As discussed in Note 1, on April 10, 2017, the Company entered into a Merger Agreement with the Purchaser Parties, pursuant to which Tahoe will acquire all of the Company’s outstanding common stock that is not beneficially owned by Tahoe or owned by the Company as treasury shares, for $13.25 per share. The Company’s board of directors, acting on the unanimous recommendation of a special committee, comprised solely of independent and disinterested directors of the Company who are not affiliated with Tahoe or management of the Company (the “Special Committee”), approved the Merger Agreement and the transactions contemplated by the Merger Agreement and resolved to recommend that the Company’s stockholders adopt the Merger Agreement and the transactions contemplated by the Merger Agreement. The Special Committee exclusively negotiated the terms of the Merger Agreement with Tahoe, with the assistance of independent financial and legal advisors.

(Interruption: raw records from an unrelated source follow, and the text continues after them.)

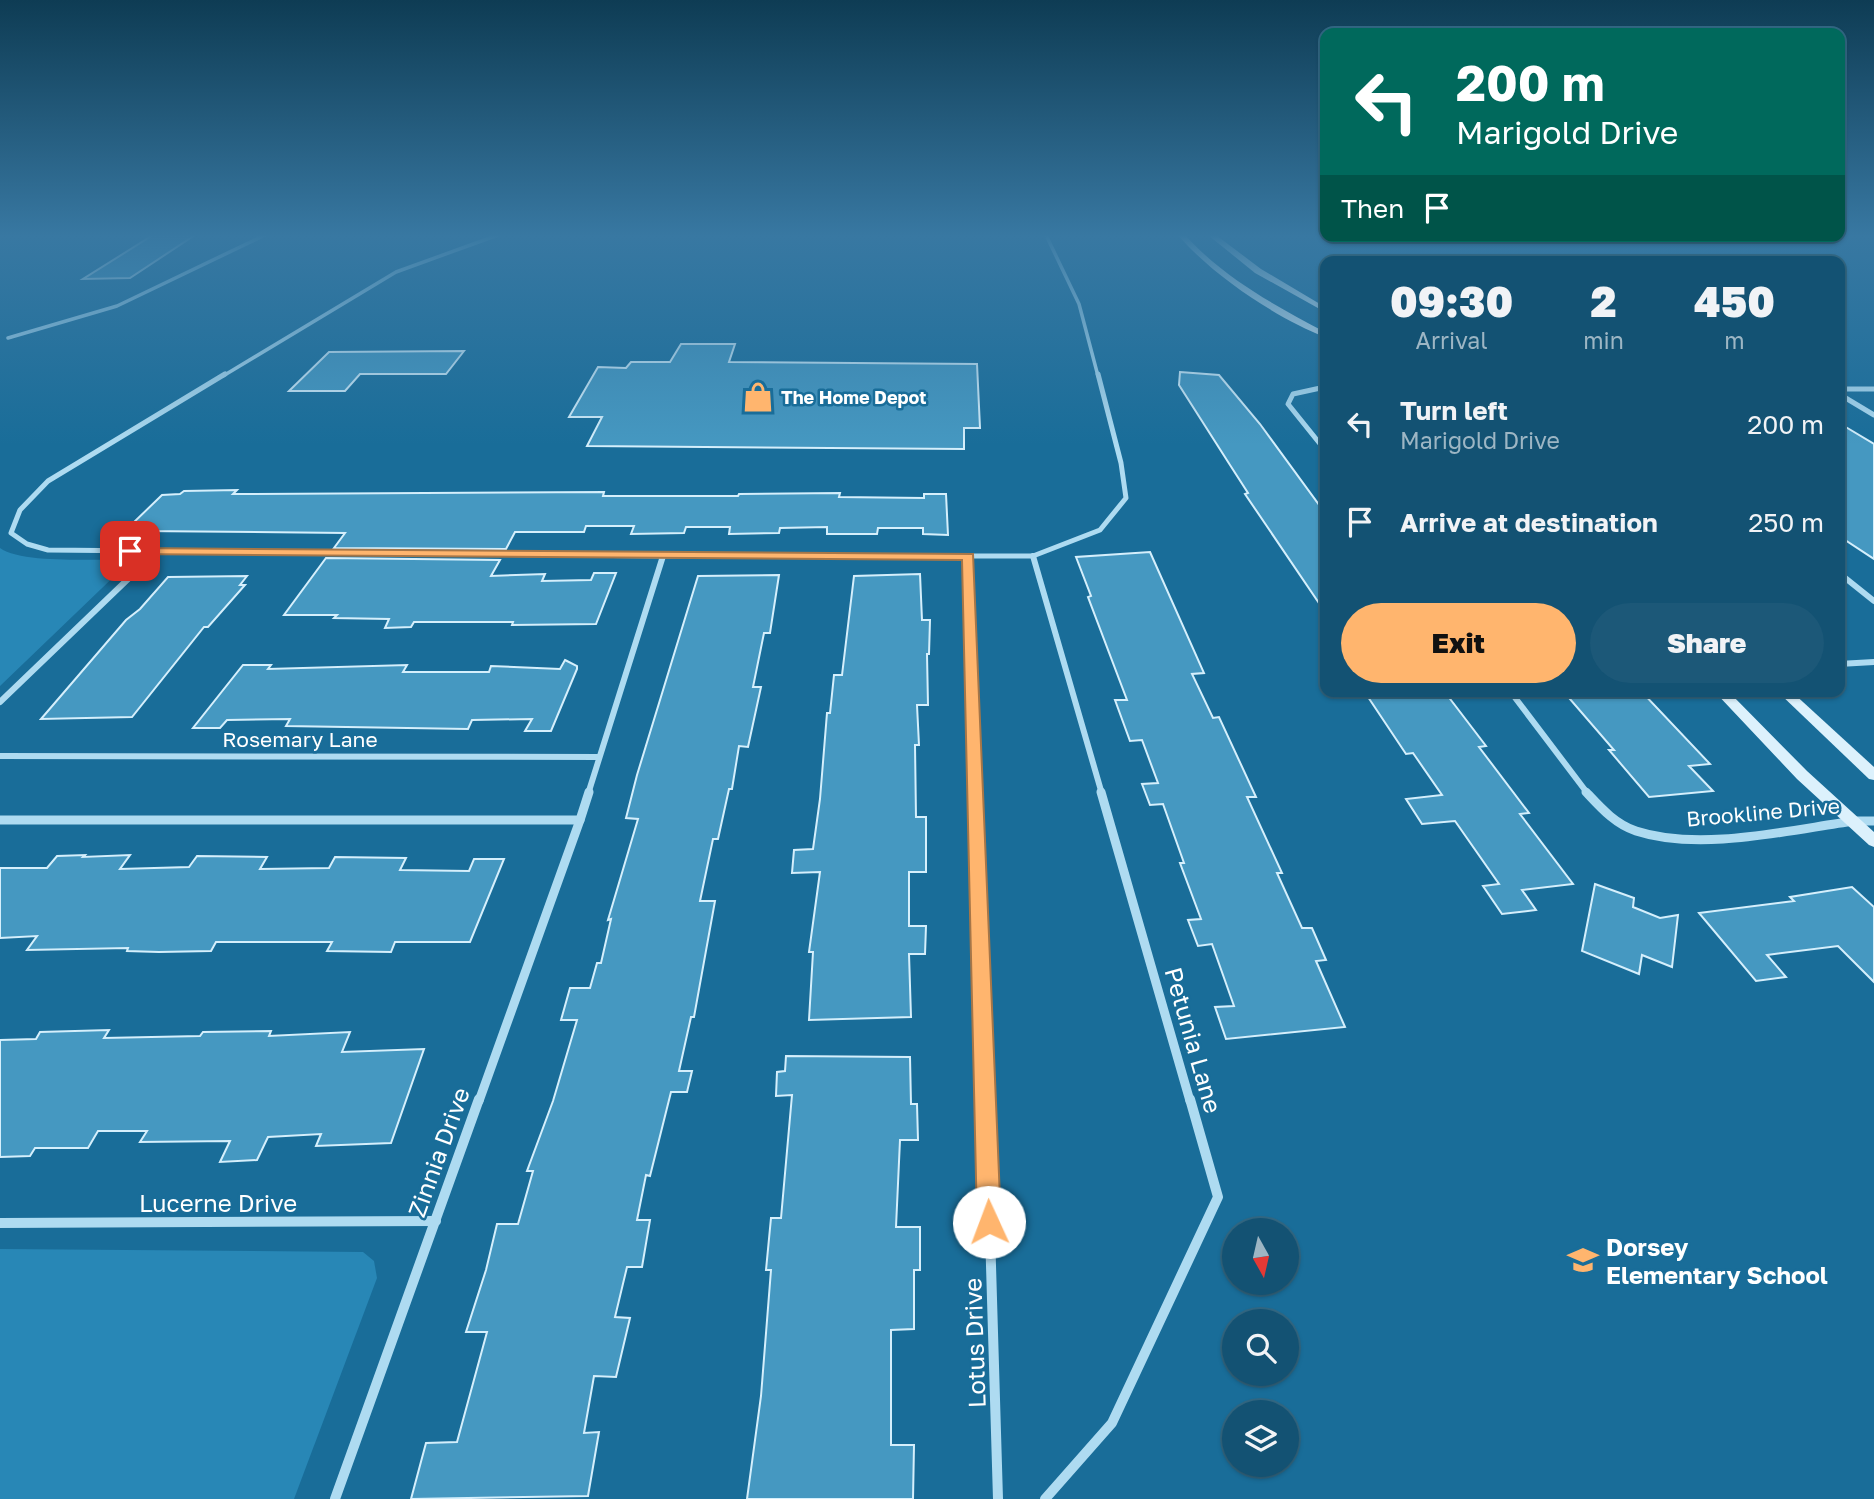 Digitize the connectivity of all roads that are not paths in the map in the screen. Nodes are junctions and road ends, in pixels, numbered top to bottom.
1 (119, 305) edge
2 (341, 305) edge
3 (1079, 305) edge
4 (1273, 305) edge
5 (1320, 332) edge
6 (8, 338) dead end
7 (1320, 388) edge
8 (1874, 389) edge
9 (1845, 391) edge
10 (1845, 396) edge
11 (1874, 415) edge
12 (1320, 444) edge
13 (157, 552) junction
14 (663, 556) junction
15 (969, 556) junction
16 (1034, 556) junction
17 (1845, 578) edge
18 (1874, 601) edge
19 (1874, 662) edge
20 (1845, 664) edge
21 (1515, 697) edge
22 (1726, 697) edge
23 (1790, 697) edge
24 (0, 702) edge
25 (0, 756) edge
26 (600, 757) junction
27 (1874, 775) edge
28 (0, 820) edge
29 (580, 820) junction
30 (1854, 821) junction
31 (1874, 821) edge
32 (1874, 841) edge
33 (436, 1221) junction
34 (0, 1223) edge
35 (335, 1499) edge
36 (998, 1499) edge
37 (1045, 1499) edge

1 - 6 street
2 - 13 street
3 - 16 street
4 - 5 street
7 - 12 street
8 - 9 street
10 - 11 street
13 - 14 street
13 - 24 street
14 - 15 street
14 - 26 street, Zinnia Drive
15 - 16 street
15 - 36 street, Lotus Drive
16 - 37 street, Petunia Lane
17 - 18 street
19 - 20 street
21 - 30 street, Brookline Drive
22 - 30 street
23 - 27 street
25 - 26 street, Rosemary Lane
26 - 29 street, Zinnia Drive
28 - 29 street
29 - 33 street, Zinnia Drive
30 - 31 street, Brookline Drive
30 - 32 street
33 - 34 street, Lucerne Drive
33 - 35 street, Zinnia Drive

At the effective time of the Merger, each issued and outstanding share of common stock, other than shares owned by Alliance as treasury stock, shares beneficially owned by the Purchaser Parties, and shares owned by holders of common stock who shall neither have voted in favor of the Merger nor consented thereto in writing and who shall have properly and validly perfected, and not effectively withdrawn or lost, their statutory appraisal rights under Delaware law (such shares of common stock “dissenting shares”), will be converted into the right to receive $13.25 in cash per share, without interest and subject to any withholding taxes (the “Merger Consideration”). Under the terms of the Merger Agreement, each in-the-money stock option, whether or not exercisable or vested, will be converted into the right to receive the excess of the Merger Consideration over the option exercise price. RSUs that are not subject to accelerated vesting in accordance with their terms will be converted into the right to receive restricted cash awards equal to the Merger Consideration multiplied by the number of shares underlying the RSUs and shall continue to be subject to the same vesting and payment conditions and schedules applicable to such RSUs. The Purchaser Parties have informed Alliance that they intend to fund the payment of the aggregate Merger Consideration from cash on hand. The Merger is not subject to a financing condition.

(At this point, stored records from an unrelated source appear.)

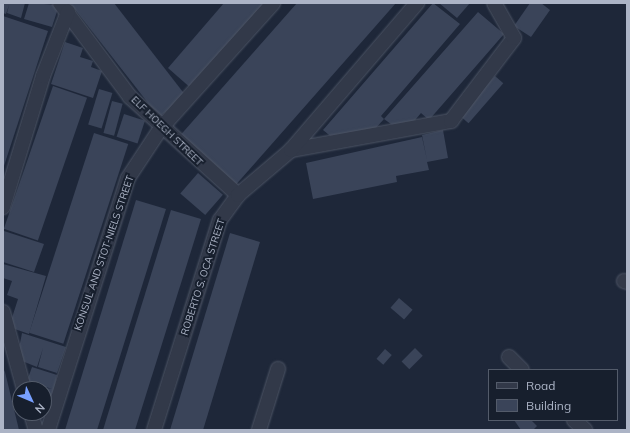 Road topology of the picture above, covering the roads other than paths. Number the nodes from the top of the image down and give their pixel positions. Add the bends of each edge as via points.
1 (273, 3) edge
2 (417, 3) edge
3 (494, 3) edge
4 (64, 8) edge
5 (161, 128) junction
6 (291, 150) junction
7 (238, 195) junction
8 (3, 207) edge
9 (3, 312) edge
10 (509, 357) dead end
11 (278, 369) dead end
12 (521, 369) edge
13 (22, 381) edge
14 (575, 421) edge
15 (48, 430) edge
16 (154, 430) edge
17 (259, 430) edge
18 (585, 430) edge

1 - 5 street, KONSUL AND STOT-NIELS STREET
2 - 6 street, ROBERTO S. OCA STREET
3 - 6 street via 514,38 451,121
4 - 5 street, ELF HOEGH STREET via 130,97
4 - 8 street
5 - 7 street, ELF HOEGH STREET
5 - 15 street, KONSUL AND STOT-NIELS STREET via 128,178
6 - 7 street, ROBERTO S. OCA STREET
7 - 16 street, ROBERTO S. OCA STREET via 220,220
9 - 13 street
10 - 12 street
11 - 17 street
14 - 18 street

The Merger Agreement contains certain termination rights for both Alliance and Parent, and further provides that upon the termination of the Merger Agreement under certain circumstances, Alliance will be required to pay Parent an expense reimbursement amount equal to $1.5 million in immediately available funds or Parent will be required to pay Alliance an expense reimbursement amount equal to $4.5 million in immediately available funds (as applicable). Subject to certain limitations, either Alliance or Parent may terminate the Merger Agreement if the Merger is not consummated by December 15, 2017 (the “Termination Date”); provided that the Company may extend the Termination Date for a single additional 60-day period under certain circumstances.

In connection with the Merger, the Special Committee waived the standstill provisions of the Governance, Voting and Standstill Agreement, dated March 29, 2016, by and among Alliance, THAIHOT and Tahoe solely for the purpose of permitting the Purchaser Parties to enter into the Merger Agreement, perform the Purchaser Parties’ obligations thereunder, and consummate the contemplated transactions.

Upon closing of the Merger, Alliance is expected to remain headquartered in Southern California. Alliance’s executive management team is expected to remain in place. All of Alliance’s divisions within the United States are expected to continue unaffected.